---------- Data in this exercise
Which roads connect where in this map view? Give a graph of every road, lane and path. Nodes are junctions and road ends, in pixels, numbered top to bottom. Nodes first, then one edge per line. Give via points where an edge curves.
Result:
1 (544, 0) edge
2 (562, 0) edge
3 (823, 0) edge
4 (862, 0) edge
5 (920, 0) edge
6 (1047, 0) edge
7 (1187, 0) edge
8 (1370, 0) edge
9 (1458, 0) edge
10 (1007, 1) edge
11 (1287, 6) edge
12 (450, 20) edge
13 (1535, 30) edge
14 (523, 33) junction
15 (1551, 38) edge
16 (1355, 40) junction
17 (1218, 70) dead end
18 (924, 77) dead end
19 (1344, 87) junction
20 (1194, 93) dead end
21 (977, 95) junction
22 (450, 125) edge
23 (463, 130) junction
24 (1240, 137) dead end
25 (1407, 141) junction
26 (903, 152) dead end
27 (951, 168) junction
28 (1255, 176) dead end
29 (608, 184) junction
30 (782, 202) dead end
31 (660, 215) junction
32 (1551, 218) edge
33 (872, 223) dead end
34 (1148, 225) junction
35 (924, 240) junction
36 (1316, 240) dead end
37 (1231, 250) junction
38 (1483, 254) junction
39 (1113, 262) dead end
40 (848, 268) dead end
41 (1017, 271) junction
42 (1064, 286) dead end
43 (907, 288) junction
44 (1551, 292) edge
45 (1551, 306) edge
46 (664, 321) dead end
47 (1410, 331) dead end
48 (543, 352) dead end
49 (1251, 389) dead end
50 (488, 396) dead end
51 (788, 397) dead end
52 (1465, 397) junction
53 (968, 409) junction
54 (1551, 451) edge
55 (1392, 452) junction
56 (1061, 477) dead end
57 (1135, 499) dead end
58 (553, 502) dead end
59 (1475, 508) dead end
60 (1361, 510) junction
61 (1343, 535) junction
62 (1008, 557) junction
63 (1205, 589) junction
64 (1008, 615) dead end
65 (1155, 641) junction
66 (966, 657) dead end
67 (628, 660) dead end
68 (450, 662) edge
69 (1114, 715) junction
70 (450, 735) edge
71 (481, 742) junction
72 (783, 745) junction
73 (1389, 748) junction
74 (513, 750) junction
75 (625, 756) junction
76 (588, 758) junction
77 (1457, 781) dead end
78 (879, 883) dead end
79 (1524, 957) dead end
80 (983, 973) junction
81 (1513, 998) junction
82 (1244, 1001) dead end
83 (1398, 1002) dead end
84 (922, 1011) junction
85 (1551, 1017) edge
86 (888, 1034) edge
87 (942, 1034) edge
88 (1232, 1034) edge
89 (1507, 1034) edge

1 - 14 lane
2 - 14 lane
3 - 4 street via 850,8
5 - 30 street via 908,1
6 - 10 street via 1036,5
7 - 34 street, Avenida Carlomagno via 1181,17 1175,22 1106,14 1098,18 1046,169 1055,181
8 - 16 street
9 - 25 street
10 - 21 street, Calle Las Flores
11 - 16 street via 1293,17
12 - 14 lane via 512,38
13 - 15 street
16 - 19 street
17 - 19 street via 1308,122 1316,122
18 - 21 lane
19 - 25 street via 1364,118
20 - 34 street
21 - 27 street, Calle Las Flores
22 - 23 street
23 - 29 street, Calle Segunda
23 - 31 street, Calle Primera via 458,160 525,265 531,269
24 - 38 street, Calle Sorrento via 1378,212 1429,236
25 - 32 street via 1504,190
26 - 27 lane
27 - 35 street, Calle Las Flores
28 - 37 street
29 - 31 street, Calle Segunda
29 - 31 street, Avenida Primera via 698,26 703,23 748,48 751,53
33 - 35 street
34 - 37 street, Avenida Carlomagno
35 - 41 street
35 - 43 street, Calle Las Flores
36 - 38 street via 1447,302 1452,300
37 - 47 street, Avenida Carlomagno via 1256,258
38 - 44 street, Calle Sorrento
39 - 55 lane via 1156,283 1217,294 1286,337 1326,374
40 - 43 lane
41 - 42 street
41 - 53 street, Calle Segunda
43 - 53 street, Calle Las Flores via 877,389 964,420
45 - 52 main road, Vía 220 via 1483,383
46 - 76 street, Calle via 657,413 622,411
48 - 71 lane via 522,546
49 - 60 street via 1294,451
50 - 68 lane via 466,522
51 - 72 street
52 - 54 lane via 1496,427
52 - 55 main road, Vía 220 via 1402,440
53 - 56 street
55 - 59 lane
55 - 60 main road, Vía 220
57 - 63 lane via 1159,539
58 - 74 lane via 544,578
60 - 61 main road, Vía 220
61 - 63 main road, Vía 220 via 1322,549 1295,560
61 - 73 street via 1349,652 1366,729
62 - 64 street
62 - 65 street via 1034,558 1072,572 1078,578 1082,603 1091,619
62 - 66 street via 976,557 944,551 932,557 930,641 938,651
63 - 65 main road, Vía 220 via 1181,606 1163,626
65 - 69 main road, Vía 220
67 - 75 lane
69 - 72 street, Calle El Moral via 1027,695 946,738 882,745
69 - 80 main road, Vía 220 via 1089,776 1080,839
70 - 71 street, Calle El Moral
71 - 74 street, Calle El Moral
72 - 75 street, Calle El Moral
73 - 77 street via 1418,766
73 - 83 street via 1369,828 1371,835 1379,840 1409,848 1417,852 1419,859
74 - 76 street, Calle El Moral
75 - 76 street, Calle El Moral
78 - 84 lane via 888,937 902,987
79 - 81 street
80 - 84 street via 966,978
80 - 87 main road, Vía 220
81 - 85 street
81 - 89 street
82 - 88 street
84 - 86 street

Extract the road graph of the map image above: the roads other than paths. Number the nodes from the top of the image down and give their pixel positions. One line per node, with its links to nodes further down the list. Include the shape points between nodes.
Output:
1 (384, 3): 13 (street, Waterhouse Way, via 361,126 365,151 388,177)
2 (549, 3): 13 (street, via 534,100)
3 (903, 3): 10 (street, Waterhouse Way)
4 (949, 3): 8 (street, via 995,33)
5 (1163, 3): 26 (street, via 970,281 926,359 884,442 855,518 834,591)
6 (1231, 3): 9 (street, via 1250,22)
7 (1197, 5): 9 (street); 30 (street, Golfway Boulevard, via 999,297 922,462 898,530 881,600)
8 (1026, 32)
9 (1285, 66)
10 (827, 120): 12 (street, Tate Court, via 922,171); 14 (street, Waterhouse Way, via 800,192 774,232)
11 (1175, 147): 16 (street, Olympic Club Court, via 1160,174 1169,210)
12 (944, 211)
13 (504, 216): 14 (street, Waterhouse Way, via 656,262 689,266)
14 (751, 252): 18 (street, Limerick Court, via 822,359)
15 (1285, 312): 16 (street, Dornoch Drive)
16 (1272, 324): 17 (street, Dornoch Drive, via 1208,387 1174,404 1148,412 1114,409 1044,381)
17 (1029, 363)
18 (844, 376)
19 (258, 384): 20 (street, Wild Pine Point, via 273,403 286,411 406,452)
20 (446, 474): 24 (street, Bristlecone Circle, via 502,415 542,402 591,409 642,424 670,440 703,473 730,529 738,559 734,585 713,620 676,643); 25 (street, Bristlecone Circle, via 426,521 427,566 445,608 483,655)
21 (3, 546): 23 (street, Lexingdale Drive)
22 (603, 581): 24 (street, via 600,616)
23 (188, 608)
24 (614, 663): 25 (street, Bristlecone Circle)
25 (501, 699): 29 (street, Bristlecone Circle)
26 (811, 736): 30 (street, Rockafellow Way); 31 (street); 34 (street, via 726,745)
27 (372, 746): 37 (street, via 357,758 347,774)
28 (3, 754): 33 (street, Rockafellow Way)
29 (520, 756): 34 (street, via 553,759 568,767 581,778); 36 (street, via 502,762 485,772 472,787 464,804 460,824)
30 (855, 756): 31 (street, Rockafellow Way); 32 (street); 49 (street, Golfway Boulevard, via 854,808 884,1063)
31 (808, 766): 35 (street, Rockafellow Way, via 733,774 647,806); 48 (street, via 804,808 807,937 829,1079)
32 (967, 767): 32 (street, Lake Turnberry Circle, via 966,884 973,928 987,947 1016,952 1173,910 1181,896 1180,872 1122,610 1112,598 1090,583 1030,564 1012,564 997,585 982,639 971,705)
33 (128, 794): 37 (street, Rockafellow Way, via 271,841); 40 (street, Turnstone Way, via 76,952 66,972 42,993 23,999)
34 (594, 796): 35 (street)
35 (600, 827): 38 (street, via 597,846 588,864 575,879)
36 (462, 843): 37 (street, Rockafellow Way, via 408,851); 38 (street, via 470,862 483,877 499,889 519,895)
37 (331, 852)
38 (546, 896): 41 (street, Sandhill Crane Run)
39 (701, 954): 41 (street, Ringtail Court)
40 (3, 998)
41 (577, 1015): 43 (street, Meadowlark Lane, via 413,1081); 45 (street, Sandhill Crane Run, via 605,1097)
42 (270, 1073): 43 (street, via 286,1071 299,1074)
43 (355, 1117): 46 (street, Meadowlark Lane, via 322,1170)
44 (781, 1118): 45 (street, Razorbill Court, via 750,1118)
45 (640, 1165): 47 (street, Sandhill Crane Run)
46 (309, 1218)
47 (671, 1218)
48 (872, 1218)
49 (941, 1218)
--------------------
■ Problem to solve ■
Copy out every line of the data where the word "Carlomagno" occurs.

■ Answer to the exercise ■
7 - 34 street, Avenida Carlomagno via 1181,17 1175,22 1106,14 1098,18 1046,169 1055,181
34 - 37 street, Avenida Carlomagno
37 - 47 street, Avenida Carlomagno via 1256,258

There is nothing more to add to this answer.